In our young days, before and after we had children, we often went camping.  I think on this trip, Char and Mike had Tavie, their first born (now in her mid-50s).  I don't remember, though, why we were only in one car.  Usually we had two cars and Walt and I always followed Mike and Char's car.

(In fact, at the end of one of our camping weekends, we finished at the Scottish Games in Santa Rosa and as we pulled into the parking lot behind the Blackford's car, the attendant told us to "follow that grey car."  We didn't tell him we'd been following it for three days!)

We never went to "campgrounds" per se.  Our trips often explored ghost towns.  With California an active mining state after the gold rush, there are lots and lots of ghost towns.  Some of them are just a few crumbling buildings, or pieces of equipment where once a lively town had stood.  But some, like Bodie, are still in good shape and kept in careful disrepair as a state historical monument.

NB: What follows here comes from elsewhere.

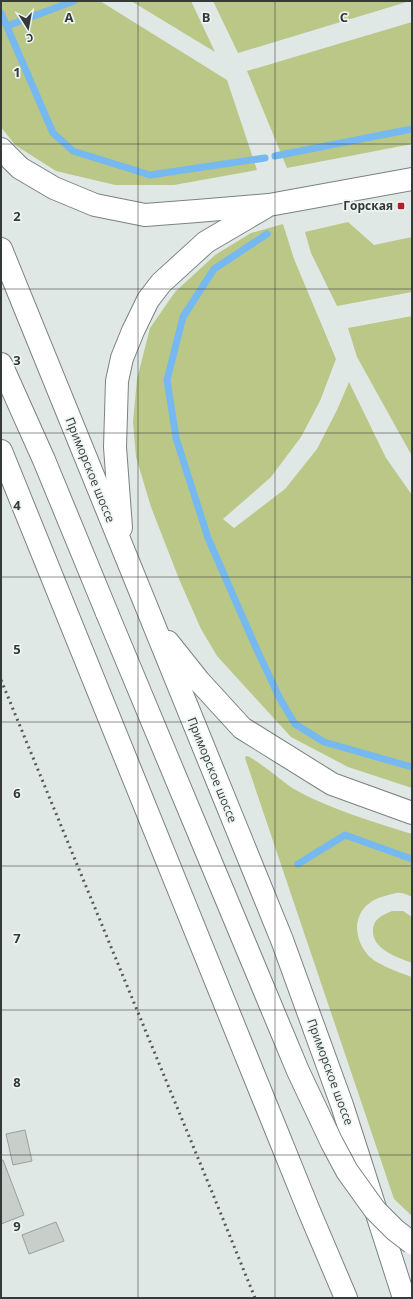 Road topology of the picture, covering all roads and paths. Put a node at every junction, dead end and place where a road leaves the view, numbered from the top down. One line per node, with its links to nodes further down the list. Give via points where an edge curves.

But mostly we investigated the places where few other tourists are likely to explore.

I remember one Memorial Day weekend, when all the highways were clogged with traffic, where we drove for three days on dirt roads and didn't see another car.  (When we finally reached the end of the dirt roads and were going to join the holiday drivers, Char got out of the car and said she was going to "kiss the pavement")

So I don't remember which trip this photo was from, but we had driven forever on the backwater "towns" we loved to explore.  To go home, we had to drive down Pole Line Road, which was a 20 mile road which ran in a straight line along Mono Lake (and so named because of the telephone poles that lined it).

Mono Lake is a desert lake which, because of the high concentration of salt from mountain snow run-off that has no way to get to the ocean, and because of the brine shrimp who live there, is famous for the odd salt columns which dot the water.

On the Nevada end of Pole Line Road is the town of Hawthorne and on the California end of the road is Highway 395, just a mile or two from the town of Lee Vining.  There is nothing along Pole Line Road but lake on one side and sage brush on the other.

When we got into Hawthorne, Char and I spied an ice cream shop and convinced Mike and Walt to drive down there so we could get ice cream before getting on Pole Line Road.  We did.  I'm sure it was delicious.

Then we headed for the road and started toward Highway 385.  Walt realized that we needed gas, but figured we would get it in Lee Vining.

At the end of Pole Line Rd., there is a slight slope up to the main highway and just a few yards before we got to that point, the car stopped, out of gas.  This was, of course, in the days before cell phones and Pole Line Rd was so seldom traveled, we hadn't seen another car since we started on it (nor did we see one at all).  We were so close to 395!  We tried pushing the car, but the slope to the highway was just too steep.  We figured if we could get to 395, it was a downhill slope into Lee Vining and we'd be OK.

Finally, Walt and Mike walked up to 395 and hitchhiked into Lee Vining, where they got gas and, I guess, someone drove them back to the car.

But they never ever let Char and me forget that if we hadn't talked them into driving to the ice cream shop in Hawthorne, we would have made it up that damn slope and been able to get to Lee Vining, even if we had to coast to do it.